A General and Scalable DNA Nano-chip with Fully Localized Architecture Enables Biocomputing in Living cells and Precisely Induces Cell Apoptosis

Abstract

DNA logic circuits have made important progress towards mimicking functions analogous to the silicon-based electronic circuit. However, limitation in the orthogonality of free-floating DNA logic components and difficulty in controlling the intrinsically random collision of DNA molecular, the complexity, scalability, and information processing ability of DNA circuits were still constrained. Here, we demonstrated a general and scalable DNA nano-chip by integration of multilayer basic DNA logic gates on a DNA origami.
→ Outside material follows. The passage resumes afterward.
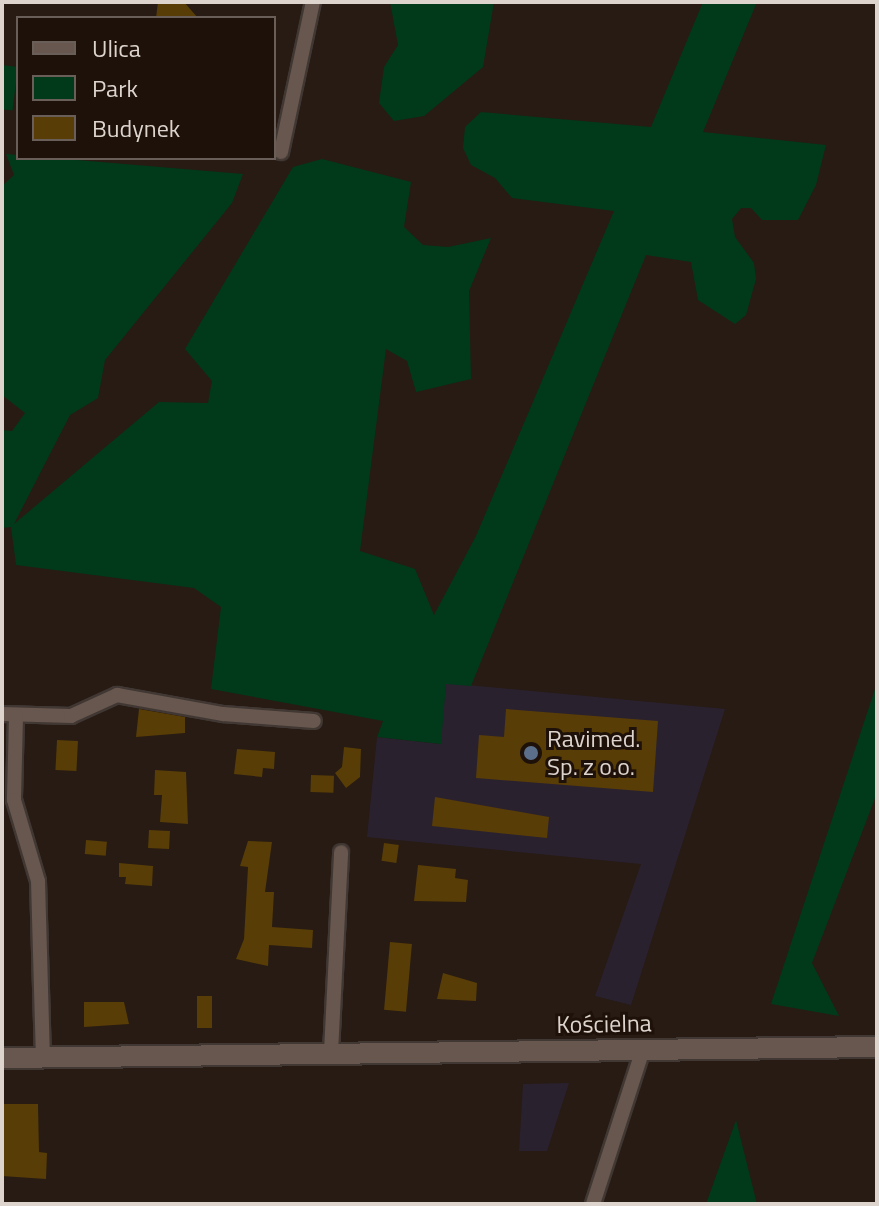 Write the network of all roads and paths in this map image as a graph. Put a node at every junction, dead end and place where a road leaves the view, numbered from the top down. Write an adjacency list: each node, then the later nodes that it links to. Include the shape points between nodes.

We created basic DNA logic gates based on DNA localized strand displacement reactions. The basic logic gates were modularly combined into circuits by spatially arranging all reactive DNA components on a DNA origami according to the wiring instructions, that established the generality and the scalability of our DNA origami-based nano-chips. We showed that up to 11 addressable logical components were reconfigured in a single nano-chip for seven-inputs multi-levels logic cascading and parallel biocomputing, executing highly complex task. We further integrated three layers of cascade logic units on the nano-chip for intracellular molecular biocomputing to execute precise identification and specific killing of tumor cells. Compared to circuits with diffusible components, our nano-chip enabled to perform more efficient biocomputing both in solution and in living cells. Thus, we anticipate our strategy will hold great potential for building complex DNA computing networks to perform powerful biological functions.